■ **Task details**:
Every entry below must appear again, exactly as written.

■ **Stored data entries**:
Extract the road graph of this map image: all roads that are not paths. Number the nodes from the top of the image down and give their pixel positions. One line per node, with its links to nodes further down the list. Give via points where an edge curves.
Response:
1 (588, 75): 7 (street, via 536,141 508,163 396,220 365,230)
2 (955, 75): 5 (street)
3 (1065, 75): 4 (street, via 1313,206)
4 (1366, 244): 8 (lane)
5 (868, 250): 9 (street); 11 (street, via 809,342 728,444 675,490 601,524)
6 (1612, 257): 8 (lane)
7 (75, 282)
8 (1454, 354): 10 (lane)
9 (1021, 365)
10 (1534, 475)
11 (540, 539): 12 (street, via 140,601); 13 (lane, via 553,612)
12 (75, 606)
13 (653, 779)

■ **Solved problem**:
Extract the road graph of this map image: all roads that are not paths. Number the nodes from the top of the image down and give their pixel positions. One line per node, with its links to nodes further down the list. Give via points where an edge curves.
Response:
1 (588, 75): 7 (street, via 536,141 508,163 396,220 365,230)
2 (955, 75): 5 (street)
3 (1065, 75): 4 (street, via 1313,206)
4 (1366, 244): 8 (lane)
5 (868, 250): 9 (street); 11 (street, via 809,342 728,444 675,490 601,524)
6 (1612, 257): 8 (lane)
7 (75, 282)
8 (1454, 354): 10 (lane)
9 (1021, 365)
10 (1534, 475)
11 (540, 539): 12 (street, via 140,601); 13 (lane, via 553,612)
12 (75, 606)
13 (653, 779)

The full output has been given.